PALERMO – Da una parte venti sbarchi in 24 ore con 2.128 migranti arrivati sull’isola, dall’altra 3.600 vaccini somministrati nel primo weekend di immunizzazione di massa in vista del via alla stagione turistica. Due facce di Lampedusa che deve fare i conti con una convivenza difficile. Soprattutto dal punto di vista sanitario. Sono cinque, al netto degli specialisti, i medici nel poliambulatorio guidato da Francesco Cascio, supportati da tre infermieri. Gestiscono la campagna di vaccinazione di massa (anche per la vicina Linosa) e curano le migliaia di migranti che arrivano sull’isola.
L’allarme
“Abbiamo bisogno di altre navi quarantena oltre all’Allegra per isolare i migranti, l’hotspot scoppia con 990 persone accolte su una capienza massima di 250 posti. I tamponi stanno finendo e siamo nel pieno della campagna di vaccinazione di massa con 3.600 residenti immunizzati in tre giorni. Ingredienti che rendono la situazione a Lampedusa molto critica e insostenibile” analizza Francesco Cascio, ex presidente dell’Assemblea Regionale Siciliana, tornato a fare il medico nell’avamposto dove ha lavorato per anni Pietro Bartolo, oggi eurodeputato.
“L’unica soluzione è il trasferimento dei migranti da Lampedusa alla Sicilia con gli aliscafi che quotidianamente collegano le due isole – commenta Pietro Bartolo, eurodeputato ed ex responsabile del poliambulatorio di Lampedusa – Ne arriveranno ancora e non possiamo lasciare esseri umani seduti su un molo per giorni. Poi con la quarantena è necessaria una sorta di camera di compensazione fra il porto e la destinazione finale, che deve essere frutto di una redistribuzione fra i paesi Ue. Non possiamo accettare che la drammatica questione migranti sia sulle spalle dell’Italia che la scarica sulla Sicilia e su Lampedusa”.
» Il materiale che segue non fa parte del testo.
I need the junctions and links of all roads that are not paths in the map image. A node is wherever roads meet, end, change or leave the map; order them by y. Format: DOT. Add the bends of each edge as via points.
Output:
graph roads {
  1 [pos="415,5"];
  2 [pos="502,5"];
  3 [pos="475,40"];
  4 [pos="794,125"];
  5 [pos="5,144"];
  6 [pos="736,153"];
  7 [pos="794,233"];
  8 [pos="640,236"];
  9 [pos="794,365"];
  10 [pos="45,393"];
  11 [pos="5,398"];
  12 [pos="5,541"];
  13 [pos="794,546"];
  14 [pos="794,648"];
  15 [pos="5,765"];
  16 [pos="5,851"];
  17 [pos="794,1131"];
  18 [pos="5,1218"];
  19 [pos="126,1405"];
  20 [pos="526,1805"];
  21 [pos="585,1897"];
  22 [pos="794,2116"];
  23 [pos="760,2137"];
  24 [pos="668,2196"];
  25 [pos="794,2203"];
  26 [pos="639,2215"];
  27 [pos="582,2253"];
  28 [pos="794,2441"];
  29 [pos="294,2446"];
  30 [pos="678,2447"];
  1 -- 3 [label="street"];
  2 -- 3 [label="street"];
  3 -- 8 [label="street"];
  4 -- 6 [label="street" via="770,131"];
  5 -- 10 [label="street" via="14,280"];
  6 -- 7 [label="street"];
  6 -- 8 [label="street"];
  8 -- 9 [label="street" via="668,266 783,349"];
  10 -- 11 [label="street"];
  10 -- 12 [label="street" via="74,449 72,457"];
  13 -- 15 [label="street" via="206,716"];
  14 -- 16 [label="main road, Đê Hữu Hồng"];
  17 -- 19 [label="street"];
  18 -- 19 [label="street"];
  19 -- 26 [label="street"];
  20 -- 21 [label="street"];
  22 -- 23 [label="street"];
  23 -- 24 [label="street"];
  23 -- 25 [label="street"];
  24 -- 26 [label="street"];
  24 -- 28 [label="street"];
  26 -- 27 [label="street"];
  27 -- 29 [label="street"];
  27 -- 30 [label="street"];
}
La terza ondata di sbarchi
La terza ondata di sbarchi del 2021 è iniziata la scorsa settimana ma è da domenica all’alba che le partenze dalle spiagge libiche vicine al confine tunisino si sono intensificate. Venti barconi sono stati intercettati e salvati nelle ultime 24 ore, altri cinque sono in mare e hanno chiesto aiuto. Questi quelli che hanno superato la zona di pertinenza della guardia costiera Libica. Ma ci sono almeno altri 700 migranti intercettati e riportati indietro dalla marina libica. Fra questi anche gli occupanti del barcone che si è rovesciato nel tratto di mare a poche miglia dalle coste della Libia. Un naufragio che secondo l’Oim ha provocato la morte di cinque persone fra cui un bambino.
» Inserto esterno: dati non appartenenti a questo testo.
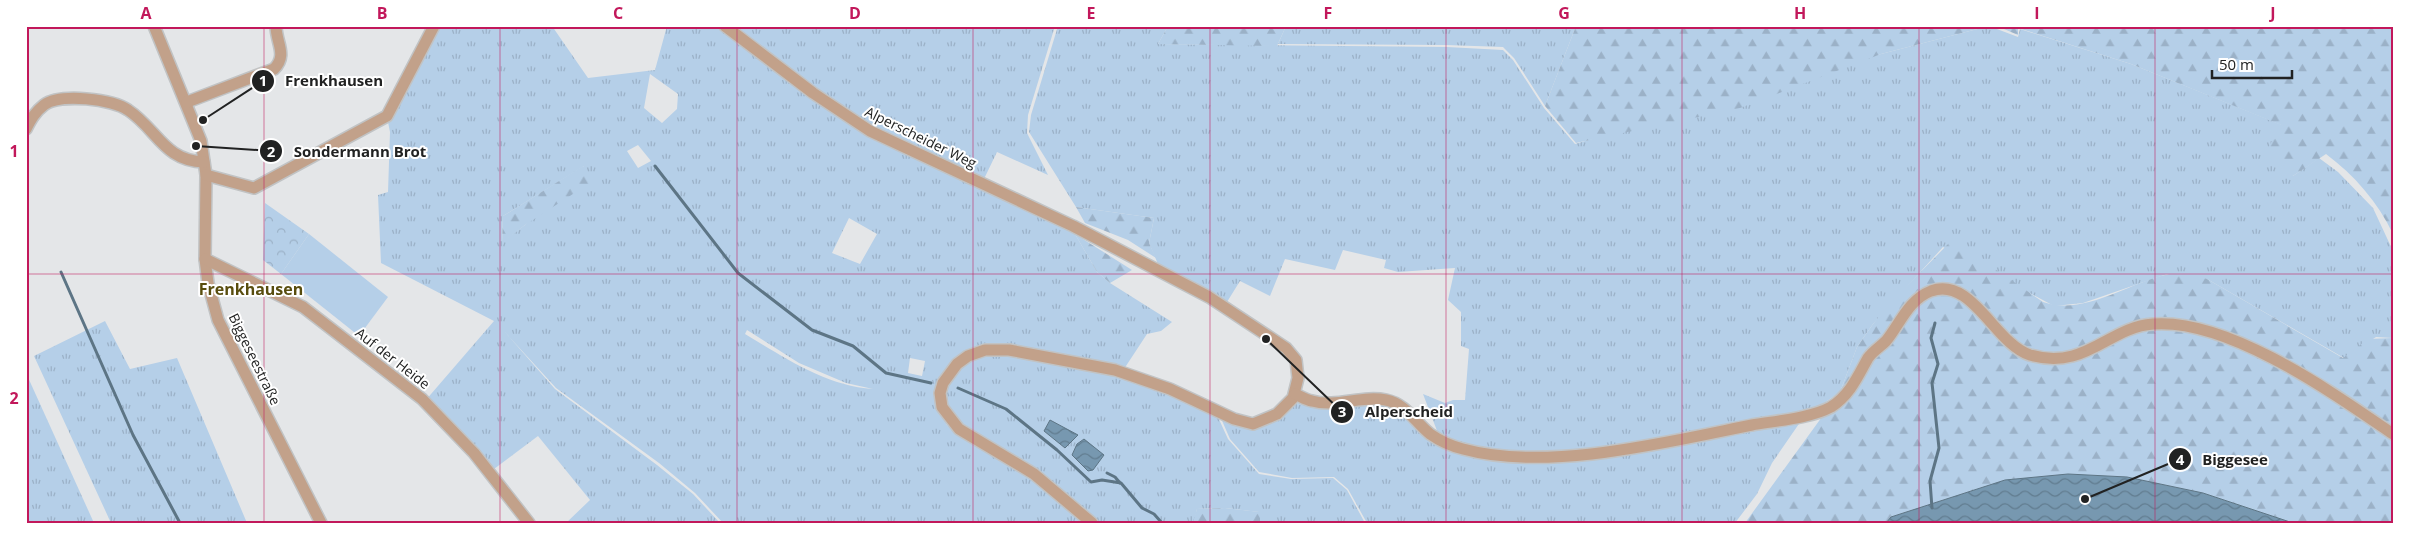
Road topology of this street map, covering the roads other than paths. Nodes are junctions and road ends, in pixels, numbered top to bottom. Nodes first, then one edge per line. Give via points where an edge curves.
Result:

“Tutti sanno che nelle prossime settimane moriranno altri innocenti, quasi sempre donne e bambini, nel loro disperato viaggio verso le coste siciliane. Ma nessuno muove un dito, né a Roma, né a Bruxelles. A gestire questa infinita tragedia hanno lasciato la Sicilia, Lampedusa in testa, con i nostri sanitari, i nostri volontari e i pochi uomini in divisa. Ho chiesto di incontrare il ministro dell’Interno per rinnovare, con il sindaco dell’isola, il nostro appello. Roma punti i piedi con l’Unione europea e pretenda subito la solidarietà più volte invocata dal Pontefice. Tutto il resto è vergognosa ipocrisia”.
Gli arrivi a Lampedusa
Complessivamente a Lampedusa sono arrivati 2.128 migranti fra tunisini, libici, provenienti dai paesi dell’Africa centrale, pakistani e siriani. Tutti devono essere visitati e sottoposti a tampone anti Covid prima di iniziare la quarantena nelle navi predisposte o nei centri identificati dalle prefetture. Solo dopo il periodo di isolamento i migranti vengono divisi fra quelli da rimpatriare perché privi di titolo per restare in Italia e quelli da inserire nell’iter di accoglienza per motivi umanitari.
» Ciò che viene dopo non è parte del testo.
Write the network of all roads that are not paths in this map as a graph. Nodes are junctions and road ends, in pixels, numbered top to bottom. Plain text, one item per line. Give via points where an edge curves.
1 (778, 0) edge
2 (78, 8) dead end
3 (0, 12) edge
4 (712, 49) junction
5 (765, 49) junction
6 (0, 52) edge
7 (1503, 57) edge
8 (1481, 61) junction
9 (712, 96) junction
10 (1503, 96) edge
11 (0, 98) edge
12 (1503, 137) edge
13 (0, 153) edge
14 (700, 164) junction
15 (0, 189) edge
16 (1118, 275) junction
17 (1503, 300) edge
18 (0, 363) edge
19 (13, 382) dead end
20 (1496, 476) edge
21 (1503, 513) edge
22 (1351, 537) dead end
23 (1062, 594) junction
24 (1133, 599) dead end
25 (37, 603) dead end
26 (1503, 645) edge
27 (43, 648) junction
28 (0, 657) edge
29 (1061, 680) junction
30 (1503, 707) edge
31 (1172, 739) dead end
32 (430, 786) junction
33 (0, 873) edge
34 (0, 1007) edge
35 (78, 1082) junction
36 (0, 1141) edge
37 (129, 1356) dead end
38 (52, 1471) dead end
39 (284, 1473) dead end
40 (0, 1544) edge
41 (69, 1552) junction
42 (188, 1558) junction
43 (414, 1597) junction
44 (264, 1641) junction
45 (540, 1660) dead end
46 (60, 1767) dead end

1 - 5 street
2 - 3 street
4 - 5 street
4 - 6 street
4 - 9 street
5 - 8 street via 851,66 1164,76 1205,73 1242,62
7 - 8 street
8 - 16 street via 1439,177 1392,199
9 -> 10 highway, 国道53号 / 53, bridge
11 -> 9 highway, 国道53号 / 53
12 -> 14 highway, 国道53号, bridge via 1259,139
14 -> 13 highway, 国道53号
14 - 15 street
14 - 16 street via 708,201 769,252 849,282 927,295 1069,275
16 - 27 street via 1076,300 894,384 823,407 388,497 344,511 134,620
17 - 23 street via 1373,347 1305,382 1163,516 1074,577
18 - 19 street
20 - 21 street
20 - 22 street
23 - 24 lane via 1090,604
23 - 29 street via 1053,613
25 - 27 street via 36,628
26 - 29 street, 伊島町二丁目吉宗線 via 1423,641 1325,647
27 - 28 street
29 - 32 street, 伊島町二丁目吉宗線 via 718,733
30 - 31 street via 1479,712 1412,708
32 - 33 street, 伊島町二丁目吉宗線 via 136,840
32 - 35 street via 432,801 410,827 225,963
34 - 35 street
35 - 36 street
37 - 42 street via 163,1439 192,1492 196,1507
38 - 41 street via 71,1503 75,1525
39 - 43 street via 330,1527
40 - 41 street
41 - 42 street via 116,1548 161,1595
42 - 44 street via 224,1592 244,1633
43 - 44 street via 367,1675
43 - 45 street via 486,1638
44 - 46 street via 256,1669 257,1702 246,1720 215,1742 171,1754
I minori stranieri non accompagnati invece vengono destinati a strutture di accoglienza in Sicilia. Una procedura rallentata dai tempi di isolamento per il Covid che oggi a Lampedusa ha come conseguenza la presenza di 990 migranti nell’hotspot da 250 posti, 800 persone in attesa sul molo Favarolo al porto di Lampedusa, 315 spostati sull’unica nave quarantena, l’Allegra. E altri 200 trasferiti in traghetto a Porto Empedocle dove poi verranno destinati ai centri di accoglienza in provincia di Ragusa.